Norveçli romancı, senarist ve sinema eleştirmeni Erlend Loe; başkahramanları oldukça saf olan duygusal ve ironik romanlarıyla Norveç edebiyatının en çok okunan, romanları tezlere konu olan yazarlarından birisidir. Romanlarında öyküler, varlıklarını korurken mizah ve hicivler satır aralarından dillerini uzatıverir. Bu okuduğum beşinci romanı. Ancak bunun tonu daha karanlık ve modern Norveç toplumuna yönelik eleştirileri -ya da toplumsal özeleştirileri- daha yoğun.

 

Finli yazar, Arto Paasilinna’nın Tavşan Yılı adlı eğlenceli romanı hariç “ bugüne kadar okuduğum “  İskandinav Edebiyatı, bir yandan İskandinav ülkelerinin zengin doğası ile iç içe yaşarken bir yandan da o doğadan koparak bizzat kapitalist pazarın ve kapitalist toplumsal sistemin yarattığı yabancılaşmayı yaşayan insanların öykülerinden oluşuyor. Kendi doğasına ve dünyaya yabancılaşan toplumların çığlığı romanlara, öykülere, şiirlere bir başka deyişle sanatın bütününe yansıyor. Bu edebiyatın satırlarındaki mutsuzluk, varsıllığa ipotek koyuyor. Toplumsal ilişkilerdeki, hatta aile ilişkilerindeki yalnızlık, yaşama sevincini, heyecanını yitirmiş, tasada ve sevinçte paylaşacak bir şey olmayan insanların kendine yonttuğu heykeller, kendine yazdığı eserler, kendine boyadığı resimler ve kendine çektiği tasvirler, elektro manyetik dalgalarla bize iletildiğinde de bize şaşkınlık düşüyor. Örneğin bu kitapta, Norveç’te Oslo’da yaşayan insanların, ülkelerinin dışında hiç tanımadıkları bir dünyanın olduğunu biliyorlar ama dünyadaki insanların arasına hiç karışmıyorlar. Uzay’dan gelmiş gibiler.  Norveç, sanki dünyadan kopuk ayrı bir dünya… Norveç, çok para kazanıyorlar, demokrasi adına sendikal kastların en üstünde yer alıyorlar. Her şeyin planlandığı gibi yaşandığı dünyalarına rağmen bu toplumların hezeyanları ise günü ve gündemi saniyeler içinde değişen bizleri hayrete düşürüyor.   

 

Erlend Loe’nin bu romanı da onlardan birisi; romanın kahramanı, altmış beş yaşına basmış, zamanın siyasi tınılarına yeterince ayak uyduramayan… Seksenli yılların deneysel biçimlerinin karşısında kırılgan şiirleri ile tanınan… geliri, bir elektrikçinin bir yılda kazandığının yanında gayri safi milli hasıla istatistiklerine bile alınmayan Nina Faber, iyi bir şairdir ama kaybetmeye mahkûmdur.

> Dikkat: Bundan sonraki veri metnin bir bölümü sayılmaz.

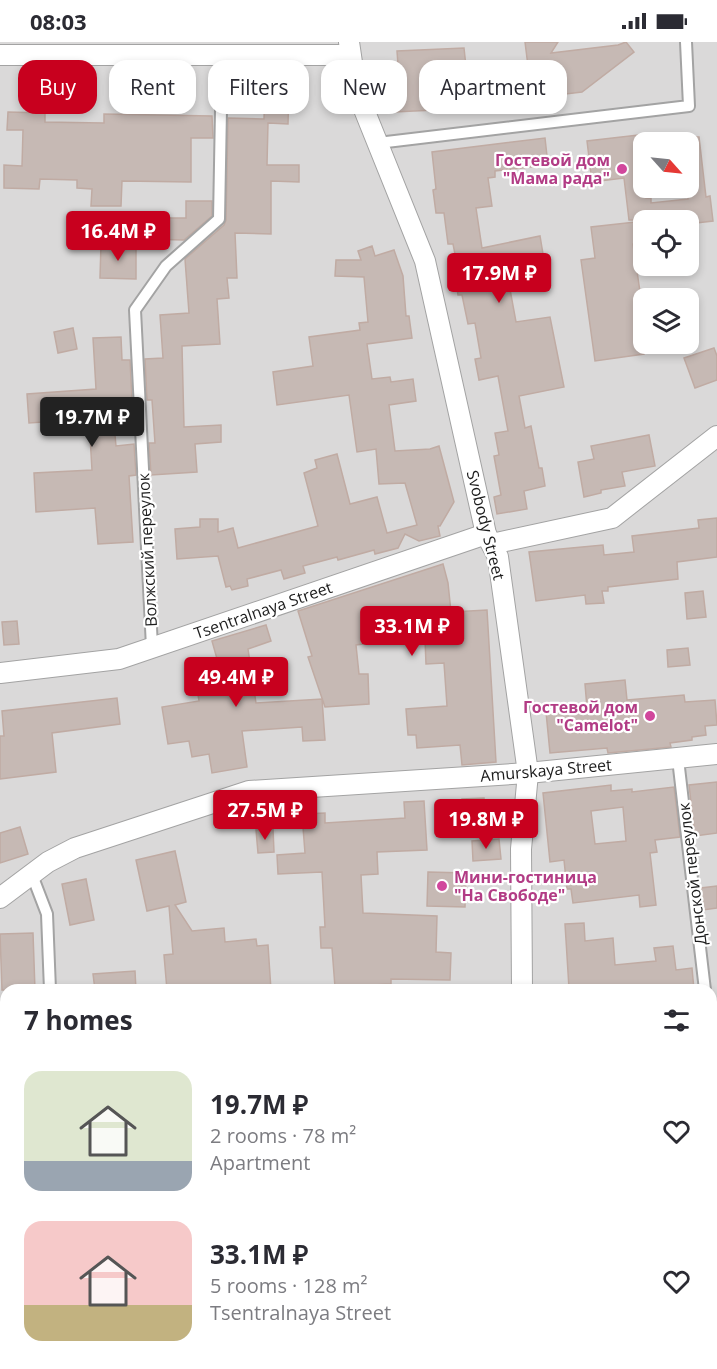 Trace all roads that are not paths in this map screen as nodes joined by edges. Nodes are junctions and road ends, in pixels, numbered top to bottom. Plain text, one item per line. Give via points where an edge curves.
1 (686, 42) edge
2 (350, 49) edge
3 (0, 55) edge
4 (222, 56) junction
5 (378, 143) junction
6 (717, 436) edge
7 (489, 539) junction
8 (152, 647) junction
9 (0, 673) edge
10 (717, 754) edge
11 (678, 759) junction
12 (528, 773) junction
13 (32, 875) junction
14 (0, 898) edge
15 (50, 984) edge
16 (522, 984) edge
17 (704, 984) edge

1 - 5 lane via 689,106
2 - 4 street
2 - 5 street, Svobody Street via 361,102
3 - 4 street
4 - 8 lane, Волжский переулок via 219,219 166,266 135,310
5 - 7 street, Svobody Street via 425,261
6 - 7 street, Tsentralnaya Street via 612,518
7 - 8 street, Tsentralnaya Street
7 - 12 street, Svobody Street via 498,557
8 - 9 street, Tsentralnaya Street via 119,659
10 - 11 street, Amurskaya Street
11 - 12 street, Amurskaya Street
11 - 17 lane, Донской переулок
12 - 13 street, Amurskaya Street via 249,791 75,848
12 - 16 street, Svobody Street via 521,849
13 - 14 street, Amurskaya Street
13 - 15 lane via 47,914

Kitabın son satırları: -“Elinizden bu kadar mı geliyor? Ha ha! Gelin, gelin! Şairim ben! Duyuyor musunuz? Şairim! Şairim! “ Nina’nın hayatının özeti gibidir.

 

2013 yılında yazılmış bu kitabı biz Türkler için ilginç kılan şey; Nina’nın on dört ay boyunca kaldığı İstanbul’daki evinden görünen Boğaziçi manzarasının farklı biçimlerini; günden güne, saatten saate, başka atmosferler altında ve farklı düşünsel çağrışımlarla izlenimci bir tarzda betimleyerek… “Boğaziçi” başlığı altında yayınlaması ile Mal Sayımı kitabının kaleme alınmasına neden olmasıdır.

 

Yayınevinin kataloğunda Boğaziçi adlı şiir derlemesi hakkında şöyle yazılmaktadır: “Nina Faber’in yetkin ve özlenen kaleminden dökülen Boğaziçi, bir yer olduğu kadar eve, ölüme ve yaşama duyulan özlemin manalı ve yakın bir biçimde betimlendiği bir durum da aynı zamanda…  Faber’in pek çok okuru bu son derece özgün yazarın nihayet aramıza dönmesinden memnun olacak- üstelik her zamankinden daha iyi yazıyor!

 

Okurla metin arasındaki buluşma, her şey yerli yerine oturursa güzeldir. Ancak işler ters gittiğinde ıstıraplı ve travmatik olabilir. Nitekim yukarıdaki paragrafta da izleneceği üzere bir şeyler ters gitmektedir. Başkalarının eserlerini, bazen üretmesi yıllar alan eserleri yorumlayarak yaşamak ve ekmeğini bu yolla kazanmak, oldukça özel ve bilhassa karmaşık bir görevken, yukarıdaki paragrafın son satırlarındaki densizlik de ne demektir? Nina uluslararası çoksatarlardan ve onları yazan sıradan yazarlardan biri değildir ki…

***

Nina, Oslo’nun Song semt bostanındaki bahçesinde huzur bulmakta… oğlu Ludvig ile anlaşamamakta… Psikologuna göre; altmış beş yaşına rağmen hâlâ heyecan verici, cazip bir kadın olmanın yanısıra doğru ve güzel satırlarıyla onun en beğendiği şairdir. Buna karşın, yıllardır ne yaptığını bilmeden yazmış, hangisi yaşam, hangisi şiir kendisi de bilmiyordu artık. Yazdıkları hakkında konuşmayı bırakmış, seveni sevmeyeni de onu yüzüstü bırakmıştı.

 

Üniversitedeki Akademika Kitapevi’nden arayan, öykünün kırılma noktasındaki karakter, Bjørn Hansen de mal sayımı yapılacağı için Nina’nın Boğaziçi Kitabı’nın imza gününü iptal ettiklerini, bu arada yeni kitabını çok iyi bulduğunu söyleyerek başarılar dilemiş, kısaca o da Nina’yı ters köşeye yatırmıştır.

 

Ama darbenin büyüğü, üniversitenin Üniversitas gazetesinden gelmişti. Nina, karşısında yer alan en önemli ikinci karakter, Roger Kulpe tarafından kaleme alınan hakkındaki yazıyı öfkeyle okumuştu. Başlık “ Fevkalade zayıf Faber!” diyor, “ … gerçek İstanbul’u kirletiyor, … orada kalmış ama bir şey anlamamış, … bayağı, medeniyetçi çağrışımlarıyla eskiden Konstantinopolis’te olduğu gibi başı filler tarafından ezilmeyi hak ediyor.” diye ekliyordu.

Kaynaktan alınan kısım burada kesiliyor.